During the meeting, Trustee Amy Beyer said, “The decision to put money away is the responsible decision. We did not know any of these issues [tax cap, LIPA plant, when proposing the 2011-12 tax levy]. This is not ‘apples to apples.’” She continued, “It would be easy to be the hero right now… very easy to take the [fund balance] and give it back. It’s much harder to put it aside and take the heat. But we’re making for a better circumstance later.”
New trustee Thomas Knierim agreed: “I think what happened with the power plant is a game changer… we’re going to need every dollar we have for tax certioraris or other things.”

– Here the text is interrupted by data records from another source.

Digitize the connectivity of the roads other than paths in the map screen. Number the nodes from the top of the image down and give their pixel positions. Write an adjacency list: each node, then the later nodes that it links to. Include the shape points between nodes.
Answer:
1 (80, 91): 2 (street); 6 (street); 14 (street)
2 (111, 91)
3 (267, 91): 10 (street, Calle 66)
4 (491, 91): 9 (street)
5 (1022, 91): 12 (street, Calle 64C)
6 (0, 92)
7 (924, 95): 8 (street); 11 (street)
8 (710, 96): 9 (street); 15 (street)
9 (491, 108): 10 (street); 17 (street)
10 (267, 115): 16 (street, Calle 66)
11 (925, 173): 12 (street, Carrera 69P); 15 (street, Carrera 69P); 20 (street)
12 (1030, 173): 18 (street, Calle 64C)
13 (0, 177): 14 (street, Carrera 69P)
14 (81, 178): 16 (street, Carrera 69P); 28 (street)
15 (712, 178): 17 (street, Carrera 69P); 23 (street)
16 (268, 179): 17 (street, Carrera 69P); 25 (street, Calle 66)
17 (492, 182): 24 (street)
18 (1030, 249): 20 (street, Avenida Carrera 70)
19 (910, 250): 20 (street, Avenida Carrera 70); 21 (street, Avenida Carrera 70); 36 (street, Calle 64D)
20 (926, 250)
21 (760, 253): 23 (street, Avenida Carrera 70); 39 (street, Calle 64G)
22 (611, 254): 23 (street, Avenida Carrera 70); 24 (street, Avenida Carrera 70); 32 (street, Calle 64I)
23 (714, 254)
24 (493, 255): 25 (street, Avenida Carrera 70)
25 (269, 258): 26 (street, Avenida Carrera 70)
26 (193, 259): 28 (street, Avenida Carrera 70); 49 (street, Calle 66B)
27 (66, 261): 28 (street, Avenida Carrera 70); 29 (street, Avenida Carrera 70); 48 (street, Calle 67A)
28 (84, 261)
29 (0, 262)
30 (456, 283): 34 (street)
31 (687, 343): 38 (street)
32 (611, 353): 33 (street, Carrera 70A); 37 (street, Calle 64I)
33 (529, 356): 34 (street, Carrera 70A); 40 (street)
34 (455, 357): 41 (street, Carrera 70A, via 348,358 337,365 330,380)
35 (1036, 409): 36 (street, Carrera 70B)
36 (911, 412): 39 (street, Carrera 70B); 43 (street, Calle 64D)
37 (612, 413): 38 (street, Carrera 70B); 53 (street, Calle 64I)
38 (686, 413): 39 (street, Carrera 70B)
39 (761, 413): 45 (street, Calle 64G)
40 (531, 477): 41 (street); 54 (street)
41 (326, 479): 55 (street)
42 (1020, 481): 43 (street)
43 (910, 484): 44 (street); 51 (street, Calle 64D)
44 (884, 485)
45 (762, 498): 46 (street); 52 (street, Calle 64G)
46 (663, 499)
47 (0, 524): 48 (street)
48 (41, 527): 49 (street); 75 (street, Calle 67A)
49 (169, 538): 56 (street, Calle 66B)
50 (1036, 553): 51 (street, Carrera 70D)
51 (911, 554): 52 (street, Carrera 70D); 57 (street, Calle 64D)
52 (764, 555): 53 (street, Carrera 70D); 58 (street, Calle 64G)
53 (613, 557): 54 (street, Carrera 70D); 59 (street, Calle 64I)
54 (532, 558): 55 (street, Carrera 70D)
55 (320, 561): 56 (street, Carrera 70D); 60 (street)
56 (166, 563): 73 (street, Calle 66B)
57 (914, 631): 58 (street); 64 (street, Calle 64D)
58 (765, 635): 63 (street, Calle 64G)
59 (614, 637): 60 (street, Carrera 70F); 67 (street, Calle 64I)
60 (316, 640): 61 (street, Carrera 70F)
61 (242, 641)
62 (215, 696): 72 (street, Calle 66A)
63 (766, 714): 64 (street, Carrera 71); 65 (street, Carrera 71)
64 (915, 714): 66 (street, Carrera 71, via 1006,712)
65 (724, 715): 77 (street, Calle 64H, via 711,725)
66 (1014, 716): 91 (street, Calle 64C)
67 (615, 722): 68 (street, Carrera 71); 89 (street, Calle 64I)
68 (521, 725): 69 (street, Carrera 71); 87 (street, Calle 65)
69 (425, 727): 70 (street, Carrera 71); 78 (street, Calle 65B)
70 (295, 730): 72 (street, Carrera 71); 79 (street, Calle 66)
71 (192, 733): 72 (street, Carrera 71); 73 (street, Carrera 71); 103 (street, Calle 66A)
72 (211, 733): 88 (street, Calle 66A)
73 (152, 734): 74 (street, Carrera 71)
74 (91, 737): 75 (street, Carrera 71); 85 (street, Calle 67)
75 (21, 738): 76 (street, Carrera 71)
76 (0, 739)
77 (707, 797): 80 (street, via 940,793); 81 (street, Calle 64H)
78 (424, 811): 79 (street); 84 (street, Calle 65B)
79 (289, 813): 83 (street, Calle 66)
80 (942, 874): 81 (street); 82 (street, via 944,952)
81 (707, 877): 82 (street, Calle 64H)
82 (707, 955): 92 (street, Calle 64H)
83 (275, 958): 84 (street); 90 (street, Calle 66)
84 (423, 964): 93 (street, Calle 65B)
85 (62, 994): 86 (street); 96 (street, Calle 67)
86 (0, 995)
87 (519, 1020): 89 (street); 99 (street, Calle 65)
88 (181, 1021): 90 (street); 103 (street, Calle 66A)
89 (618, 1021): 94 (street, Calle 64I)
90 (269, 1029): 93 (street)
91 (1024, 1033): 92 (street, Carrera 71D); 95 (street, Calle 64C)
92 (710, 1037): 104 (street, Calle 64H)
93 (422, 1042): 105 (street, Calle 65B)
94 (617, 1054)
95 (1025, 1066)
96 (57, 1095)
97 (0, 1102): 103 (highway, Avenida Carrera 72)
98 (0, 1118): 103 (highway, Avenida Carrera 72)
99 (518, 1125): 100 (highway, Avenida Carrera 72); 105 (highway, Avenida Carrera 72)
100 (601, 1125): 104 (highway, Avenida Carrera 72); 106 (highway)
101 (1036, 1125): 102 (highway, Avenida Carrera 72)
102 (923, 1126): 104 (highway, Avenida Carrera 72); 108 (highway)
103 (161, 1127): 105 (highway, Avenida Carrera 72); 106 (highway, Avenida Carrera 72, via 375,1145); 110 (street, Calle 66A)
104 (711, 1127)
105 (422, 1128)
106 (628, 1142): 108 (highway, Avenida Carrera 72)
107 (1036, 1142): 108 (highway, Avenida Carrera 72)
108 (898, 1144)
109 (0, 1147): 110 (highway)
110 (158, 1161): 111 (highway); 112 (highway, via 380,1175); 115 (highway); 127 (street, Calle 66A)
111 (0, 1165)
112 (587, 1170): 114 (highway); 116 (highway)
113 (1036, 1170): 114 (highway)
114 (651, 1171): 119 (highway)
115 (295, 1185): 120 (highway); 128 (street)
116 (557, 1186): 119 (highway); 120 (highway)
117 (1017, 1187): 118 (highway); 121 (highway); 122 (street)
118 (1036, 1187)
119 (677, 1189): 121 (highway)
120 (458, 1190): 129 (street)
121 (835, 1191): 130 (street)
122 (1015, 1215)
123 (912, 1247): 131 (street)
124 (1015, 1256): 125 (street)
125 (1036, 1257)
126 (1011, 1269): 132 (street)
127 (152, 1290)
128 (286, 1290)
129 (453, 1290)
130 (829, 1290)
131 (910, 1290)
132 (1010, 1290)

Assistant Superintendent for Business Olivia T. Buatsi, who proposed various options for the board, echoed the sentiment: “We need something to stop the big spike when we are faced [simultaneously with the plant leaving and tax certs from the county].
After the meeting, new board president Carolyn Genovesi told the Record Pilot that the trustees were concerned about communicating with the North Shore community. Town Hall meetings are in the works for September, when they believe residents will be back from summer break and available to focus on the issues at hand.
Regarding the LIPA move, Genovesi told this paper that the board is fighting for an arrangement that does not devastate the schools, or burden the taxpayers.
“This is very unfair, particularly to senior citizens who were told they had a certain tax levy,” she said. “We are meeting with elected officials. Our position is if you are going to impose a closing of a facility, it can’t be done in a way that is a financial shock to the community. We have dealt with the pollution and ugliness of the facility as their host. Now it is only fair to have some kind of stipend, to slowly unroll [the decommissioning] so that it is not felt all in one period of time.”
State Senator Carl Marcellio agreed, telling the Record Pilot, “We are meeting with the Nassau County assessor to determine what the impact might be on the district in various scenarios. The trick is to get something worked out so that the district is not hit all at once. We don’t want them just walking out saying ‘We’re here today paying $20 million…. now… goodbye.’ Then everyone else is hit with the difference.”
Assemblyman Michael Montesano said, “I recently met with the North Shore Board of Education and fellow elected officials to discuss potential ways to mitigate the impact felt by the taxpayer and school district due to these closures. I look forward to continuing this discussion with my fellow elected officials, the Governor, NYS Comptroller DiNapoli, and the NYS Office of Real Property Tax Services (ORPS) about other avenues to alleviate the effect to taxpayers.”
Across the aisle, Assemblyman Charles Lavine concurred: “The sudden loss of millions of dollars of real property tax revenue presents an unprecedented danger to the North Shore School District. That district is one of the very best in the United States and we all realize that our quality of life will be severely impaired if North Shore is financially unable to maintain its commitment to outstanding public educational services. I have discussed this issue with representatives of Governor Cuomo's administration and with my contacts at LIPA and National Grid. I will be meeting with other members of the Assembly and the Senate for the school district. I am confident that we will be able to develop financial alternatives that will assist the North Shore School District and the taxpayers whose support is absolutely necessary to its continued success.”
Representatives from LIPA/ National Grid have refused to speak with the Record Pilot.